All of this occurs over an inversion canon of the BACH row, which can played by piano and baritone ukulele (or guitar, if you haven't a uke on you).  This instrumentation was mainly chosen out of necessity; I can't play much else.

Of course, the word groups I used for text are probably far too long and abstract to be used in  real-life sentences.  I don't quite have the gift for words that allows me to create a new vocabulary that really fits the current linguistic context of English. But for the sake of a musical text, they serve their purpose well.  Instead of taking several long sentences or more to describe these detailed and complicated sensations and situations to you, I can just tag in this word string instead, and you get the idea without excess explanation.
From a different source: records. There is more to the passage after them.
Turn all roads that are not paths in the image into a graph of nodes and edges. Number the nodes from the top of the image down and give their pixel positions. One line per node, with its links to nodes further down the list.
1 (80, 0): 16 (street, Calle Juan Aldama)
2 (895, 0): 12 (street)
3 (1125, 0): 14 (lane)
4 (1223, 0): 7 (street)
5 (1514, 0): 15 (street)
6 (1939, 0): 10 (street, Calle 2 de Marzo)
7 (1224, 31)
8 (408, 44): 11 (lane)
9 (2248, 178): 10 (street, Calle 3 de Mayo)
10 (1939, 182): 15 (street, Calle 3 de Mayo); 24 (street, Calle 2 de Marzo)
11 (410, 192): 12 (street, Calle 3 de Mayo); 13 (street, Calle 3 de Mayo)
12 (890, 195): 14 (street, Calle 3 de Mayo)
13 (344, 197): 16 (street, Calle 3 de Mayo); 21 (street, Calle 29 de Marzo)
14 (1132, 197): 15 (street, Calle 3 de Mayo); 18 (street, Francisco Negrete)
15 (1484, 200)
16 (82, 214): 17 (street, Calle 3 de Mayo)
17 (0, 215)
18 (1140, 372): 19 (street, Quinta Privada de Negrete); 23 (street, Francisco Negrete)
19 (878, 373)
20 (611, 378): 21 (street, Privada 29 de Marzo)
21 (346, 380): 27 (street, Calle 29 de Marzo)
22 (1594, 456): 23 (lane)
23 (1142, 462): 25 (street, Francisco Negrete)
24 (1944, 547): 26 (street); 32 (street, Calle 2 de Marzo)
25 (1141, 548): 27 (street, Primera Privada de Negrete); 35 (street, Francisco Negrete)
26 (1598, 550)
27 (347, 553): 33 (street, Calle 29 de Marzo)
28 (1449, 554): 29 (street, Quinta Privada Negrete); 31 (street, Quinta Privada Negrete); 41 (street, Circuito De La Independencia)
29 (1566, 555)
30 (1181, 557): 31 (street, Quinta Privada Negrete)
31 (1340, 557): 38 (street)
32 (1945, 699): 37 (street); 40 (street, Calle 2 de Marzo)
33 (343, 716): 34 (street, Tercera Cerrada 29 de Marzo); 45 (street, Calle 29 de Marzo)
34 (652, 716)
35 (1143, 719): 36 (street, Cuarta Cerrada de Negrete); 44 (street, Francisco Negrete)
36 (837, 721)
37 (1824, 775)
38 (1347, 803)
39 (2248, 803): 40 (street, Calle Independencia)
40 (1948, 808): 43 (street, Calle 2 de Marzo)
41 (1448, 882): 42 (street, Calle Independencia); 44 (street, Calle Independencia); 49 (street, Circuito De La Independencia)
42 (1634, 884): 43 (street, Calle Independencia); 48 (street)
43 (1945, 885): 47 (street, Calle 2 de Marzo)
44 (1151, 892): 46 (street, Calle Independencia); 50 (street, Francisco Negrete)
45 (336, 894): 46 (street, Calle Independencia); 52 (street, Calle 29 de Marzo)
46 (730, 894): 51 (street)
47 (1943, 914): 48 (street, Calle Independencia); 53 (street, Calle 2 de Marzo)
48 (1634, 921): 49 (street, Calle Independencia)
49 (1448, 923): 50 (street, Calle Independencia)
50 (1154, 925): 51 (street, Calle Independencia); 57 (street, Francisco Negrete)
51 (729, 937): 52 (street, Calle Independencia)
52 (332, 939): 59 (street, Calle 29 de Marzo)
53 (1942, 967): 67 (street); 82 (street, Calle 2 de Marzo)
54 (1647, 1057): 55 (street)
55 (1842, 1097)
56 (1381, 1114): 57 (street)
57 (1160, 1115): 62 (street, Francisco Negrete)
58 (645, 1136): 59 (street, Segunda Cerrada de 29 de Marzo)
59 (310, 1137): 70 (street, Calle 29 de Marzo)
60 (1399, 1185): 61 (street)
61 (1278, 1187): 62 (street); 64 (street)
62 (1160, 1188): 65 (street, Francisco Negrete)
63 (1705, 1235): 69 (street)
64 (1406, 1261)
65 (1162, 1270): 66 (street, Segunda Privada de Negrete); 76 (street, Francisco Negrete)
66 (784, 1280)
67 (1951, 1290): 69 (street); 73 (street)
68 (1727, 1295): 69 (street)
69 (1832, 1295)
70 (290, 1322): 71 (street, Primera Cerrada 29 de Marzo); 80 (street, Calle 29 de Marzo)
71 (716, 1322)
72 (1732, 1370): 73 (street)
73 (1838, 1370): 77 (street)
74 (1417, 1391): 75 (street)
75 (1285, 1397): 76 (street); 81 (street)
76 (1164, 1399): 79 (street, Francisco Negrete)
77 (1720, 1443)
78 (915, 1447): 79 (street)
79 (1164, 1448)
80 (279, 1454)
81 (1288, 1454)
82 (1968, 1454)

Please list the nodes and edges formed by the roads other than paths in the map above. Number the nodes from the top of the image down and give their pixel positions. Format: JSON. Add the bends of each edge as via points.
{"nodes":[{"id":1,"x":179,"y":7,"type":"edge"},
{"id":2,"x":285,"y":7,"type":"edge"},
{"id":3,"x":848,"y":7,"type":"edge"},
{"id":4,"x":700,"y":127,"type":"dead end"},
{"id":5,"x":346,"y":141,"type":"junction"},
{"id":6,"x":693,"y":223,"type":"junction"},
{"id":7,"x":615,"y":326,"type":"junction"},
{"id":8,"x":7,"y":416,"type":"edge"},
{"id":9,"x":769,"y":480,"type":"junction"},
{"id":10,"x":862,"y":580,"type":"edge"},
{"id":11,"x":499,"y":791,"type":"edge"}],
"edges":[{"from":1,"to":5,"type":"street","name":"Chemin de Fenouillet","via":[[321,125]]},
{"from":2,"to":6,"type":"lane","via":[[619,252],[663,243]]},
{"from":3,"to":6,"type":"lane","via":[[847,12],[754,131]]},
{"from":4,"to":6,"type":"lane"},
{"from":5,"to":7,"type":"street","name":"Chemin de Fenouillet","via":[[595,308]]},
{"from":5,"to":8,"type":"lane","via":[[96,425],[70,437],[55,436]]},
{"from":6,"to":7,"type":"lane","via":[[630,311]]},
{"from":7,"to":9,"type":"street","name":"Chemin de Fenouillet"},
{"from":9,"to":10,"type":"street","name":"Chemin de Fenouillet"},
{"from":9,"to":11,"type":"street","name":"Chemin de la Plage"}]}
To emphasize this, I presented the "definitions" of these word clusters as the title, which should take more time to digest than the musical work itself:

The Urge you Feel to Reach across the Table to Touch the Beard of your Professional Colleague during a Lunchtime One-on-One Business Conference over Coffee
OR
The Sensation of Long Hair Brushing the Back of your Forearms
OR 
A Coffee-Shop Romance between Strangers
OR
The Demeanor of One who is Incredibly Focused on a Career-Oriented Goal

Webern's brief, twenty-second-long pieces exhibit this same idea; why use a million notes when only a string of twenty-four-or-so very aptly placed notes would do?  According to Schönberg, Webern's well-crafted pieces, though brief, speak for themselves and require no additional justification.  They probably get the job done better than any full-blown, Beethoven-sized symphony written in the same serialist style could.  So while it doesn't sound quite as true to Webern as it does to say, Boulez's Les Marteau sans Maître (a later total-serialist work that has a sung text), I consider The Urge You Feel... to be written with the spirit of Webern in mind, using some of his best-known techniques such as pointillistic texture, twelve-tone rows, the inversion canon, and rapidly-changing dynamics.

*All sources included in this essay are either hyperlinked or provided in the source list given in this earlier post.